Se você caiu aqui de paraquedas, e não sabe do que se trata, a série é uma nova versão de “Um Maluco no Pedaço“, um programa de comédia muito popular nos anos 90, que ganhou o público brasileiro. Tanto na série original, quanto em sua nova adaptação, acompanhamos a história de Will, um jovem negro, astro do basquete, que se muda de sua casa na Filadélfia, onde é criado sozinho por sua mãe, para a casa de seus tios ricos em Bel-Air, na Califórnia, para fugir de um conflito de gangues em que se envolveu. Will tem, então, que se adaptar ao estilo de vida da elite da Califórnia, sem se perder no processo.

O drama Bel-Air reconta a comédia, dando espaço para que os temas mais pesados apresentados na sitcom, sejam abordados com mais profundidade. Se você ainda não assistiu todos os episódios, fica esperto, que o texto pode conter alguns spoilers.

A nova temporada traz uma boa continuação da história dos personagens apresentada na primeira, dando a eles desenvolvimento psicológico e de suas relações, assim como  aprofundamento de suas tramas, por meio de um roteiro verossímil e coeso, não perdendo para última em qualidade. Além disso, outro ponto alto da temporada é seu mergulho profundo nos temas ligados à luta antirracista e à história, e cultura, negra estadunidense, que sempre estiveram muito presentes, tanto na obra original, quanto em sua última temporada. 

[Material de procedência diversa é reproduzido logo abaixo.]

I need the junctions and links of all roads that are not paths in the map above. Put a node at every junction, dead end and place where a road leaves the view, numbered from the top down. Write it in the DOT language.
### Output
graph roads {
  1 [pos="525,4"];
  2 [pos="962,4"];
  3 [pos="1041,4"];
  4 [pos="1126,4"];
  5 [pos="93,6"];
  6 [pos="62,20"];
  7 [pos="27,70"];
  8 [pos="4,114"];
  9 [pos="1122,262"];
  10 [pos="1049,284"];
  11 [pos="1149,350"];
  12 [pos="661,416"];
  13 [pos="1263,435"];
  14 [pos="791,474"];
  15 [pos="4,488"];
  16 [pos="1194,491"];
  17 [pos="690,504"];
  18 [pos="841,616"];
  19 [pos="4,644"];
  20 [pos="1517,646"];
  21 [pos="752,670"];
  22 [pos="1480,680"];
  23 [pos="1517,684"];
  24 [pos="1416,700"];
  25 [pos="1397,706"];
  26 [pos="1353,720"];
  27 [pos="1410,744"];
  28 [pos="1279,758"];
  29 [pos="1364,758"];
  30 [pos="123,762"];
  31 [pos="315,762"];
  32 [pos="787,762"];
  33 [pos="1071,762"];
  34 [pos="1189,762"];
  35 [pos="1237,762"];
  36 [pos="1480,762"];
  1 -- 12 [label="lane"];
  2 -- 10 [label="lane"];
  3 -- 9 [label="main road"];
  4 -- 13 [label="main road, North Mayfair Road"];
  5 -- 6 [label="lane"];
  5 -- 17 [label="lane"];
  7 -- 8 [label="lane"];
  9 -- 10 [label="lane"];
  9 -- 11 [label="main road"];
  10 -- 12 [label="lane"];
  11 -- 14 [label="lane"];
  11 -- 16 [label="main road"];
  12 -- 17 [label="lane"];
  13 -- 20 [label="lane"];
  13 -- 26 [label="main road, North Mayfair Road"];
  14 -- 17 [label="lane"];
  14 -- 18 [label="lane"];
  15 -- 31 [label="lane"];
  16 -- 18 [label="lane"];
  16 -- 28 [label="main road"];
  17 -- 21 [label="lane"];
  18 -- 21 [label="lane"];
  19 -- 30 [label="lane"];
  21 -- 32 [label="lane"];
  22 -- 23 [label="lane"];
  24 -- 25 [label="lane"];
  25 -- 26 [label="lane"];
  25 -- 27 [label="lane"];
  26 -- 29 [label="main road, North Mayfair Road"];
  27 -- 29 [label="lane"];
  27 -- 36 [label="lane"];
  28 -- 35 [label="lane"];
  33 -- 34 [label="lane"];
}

A abordagem de Bel-Air às questões raciais é bem atual, representado problemas, e debates contemporâneos da população preta. Não por acaso, um dos primeiros temas apresentados nessa segunda temporada, são os conflitos sociais gerados pela exclusão, e apagamento, da história dos negros nos currículos escolares estadunidenses, questão que tem movimentado o debate político nos Estados Unidos. São citados, inclusive, livros de autores negros que tratam das histórias da população negra que não são, normalmente, contadas nas escolas dos EUA, como: “The Revolution Has Come: Black Power, Gender and The Black Panther Party in Oakland” ( A Revolução Chegou: Black Power, Gênero e o Partido dos Panteras Negras em Oakland) d Robyn Spencer, e “I’m Still Here: Black Dignity in a World made for Whiteness” (Ainda Estou Aqui: Dignidade Negra em um mundo feito para a Branquitude) de Austin Channing Brown. A série também faz menção a Phyllis Wheatley, primeira poetisa negra a ser publicada nos Estados Unidos, a James Baldwin e até a 92ª divisão da infantaria estadunidense, batalhão  formado apenas por negros que combateram na Primeira e na Segunda Guerra Mundial. Ao longo dos episódios, também acompanhamos os personagens lidando com questões como saúde mental, abandono parental e dependência química.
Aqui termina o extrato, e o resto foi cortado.